## Action item
Transcribe every entry word for word.

(Collected data)
···
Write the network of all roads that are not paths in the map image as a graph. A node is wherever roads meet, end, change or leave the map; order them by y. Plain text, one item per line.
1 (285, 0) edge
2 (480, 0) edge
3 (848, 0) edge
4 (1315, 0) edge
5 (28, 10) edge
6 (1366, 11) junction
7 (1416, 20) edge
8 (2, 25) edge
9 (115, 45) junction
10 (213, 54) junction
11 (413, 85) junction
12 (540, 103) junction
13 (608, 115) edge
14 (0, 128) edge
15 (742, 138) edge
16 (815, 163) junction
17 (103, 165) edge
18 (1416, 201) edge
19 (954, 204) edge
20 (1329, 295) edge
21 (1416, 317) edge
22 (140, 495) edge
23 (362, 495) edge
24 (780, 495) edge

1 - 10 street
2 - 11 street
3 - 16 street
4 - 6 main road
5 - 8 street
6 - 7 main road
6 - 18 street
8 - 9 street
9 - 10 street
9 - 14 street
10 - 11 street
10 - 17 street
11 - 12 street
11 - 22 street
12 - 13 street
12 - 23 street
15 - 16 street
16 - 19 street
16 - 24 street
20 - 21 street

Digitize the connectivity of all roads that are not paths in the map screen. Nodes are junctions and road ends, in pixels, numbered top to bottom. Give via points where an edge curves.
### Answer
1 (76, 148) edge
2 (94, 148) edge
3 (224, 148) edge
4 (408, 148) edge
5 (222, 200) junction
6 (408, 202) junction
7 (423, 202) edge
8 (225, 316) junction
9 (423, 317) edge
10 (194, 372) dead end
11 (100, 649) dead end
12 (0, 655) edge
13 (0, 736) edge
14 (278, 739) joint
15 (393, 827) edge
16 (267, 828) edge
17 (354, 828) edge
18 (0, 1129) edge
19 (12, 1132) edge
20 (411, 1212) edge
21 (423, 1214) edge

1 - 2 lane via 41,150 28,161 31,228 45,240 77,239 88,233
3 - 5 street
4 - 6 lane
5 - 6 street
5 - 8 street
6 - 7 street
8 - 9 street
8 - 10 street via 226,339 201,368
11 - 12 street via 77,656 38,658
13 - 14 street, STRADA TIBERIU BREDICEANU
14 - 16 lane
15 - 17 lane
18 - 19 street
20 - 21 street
···
## Result for this exercise
Write the network of all roads that are not paths in the map image as a graph. A node is wherever roads meet, end, change or leave the map; order them by y. Plain text, one item per line.
1 (285, 0) edge
2 (480, 0) edge
3 (848, 0) edge
4 (1315, 0) edge
5 (28, 10) edge
6 (1366, 11) junction
7 (1416, 20) edge
8 (2, 25) edge
9 (115, 45) junction
10 (213, 54) junction
11 (413, 85) junction
12 (540, 103) junction
13 (608, 115) edge
14 (0, 128) edge
15 (742, 138) edge
16 (815, 163) junction
17 (103, 165) edge
18 (1416, 201) edge
19 (954, 204) edge
20 (1329, 295) edge
21 (1416, 317) edge
22 (140, 495) edge
23 (362, 495) edge
24 (780, 495) edge

1 - 10 street
2 - 11 street
3 - 16 street
4 - 6 main road
5 - 8 street
6 - 7 main road
6 - 18 street
8 - 9 street
9 - 10 street
9 - 14 street
10 - 11 street
10 - 17 street
11 - 12 street
11 - 22 street
12 - 13 street
12 - 23 street
15 - 16 street
16 - 19 street
16 - 24 street
20 - 21 street

Digitize the connectivity of all roads that are not paths in the map screen. Nodes are junctions and road ends, in pixels, numbered top to bottom. Give via points where an edge curves.
### Answer
1 (76, 148) edge
2 (94, 148) edge
3 (224, 148) edge
4 (408, 148) edge
5 (222, 200) junction
6 (408, 202) junction
7 (423, 202) edge
8 (225, 316) junction
9 (423, 317) edge
10 (194, 372) dead end
11 (100, 649) dead end
12 (0, 655) edge
13 (0, 736) edge
14 (278, 739) joint
15 (393, 827) edge
16 (267, 828) edge
17 (354, 828) edge
18 (0, 1129) edge
19 (12, 1132) edge
20 (411, 1212) edge
21 (423, 1214) edge

1 - 2 lane via 41,150 28,161 31,228 45,240 77,239 88,233
3 - 5 street
4 - 6 lane
5 - 6 street
5 - 8 street
6 - 7 street
8 - 9 street
8 - 10 street via 226,339 201,368
11 - 12 street via 77,656 38,658
13 - 14 street, STRADA TIBERIU BREDICEANU
14 - 16 lane
15 - 17 lane
18 - 19 street
20 - 21 street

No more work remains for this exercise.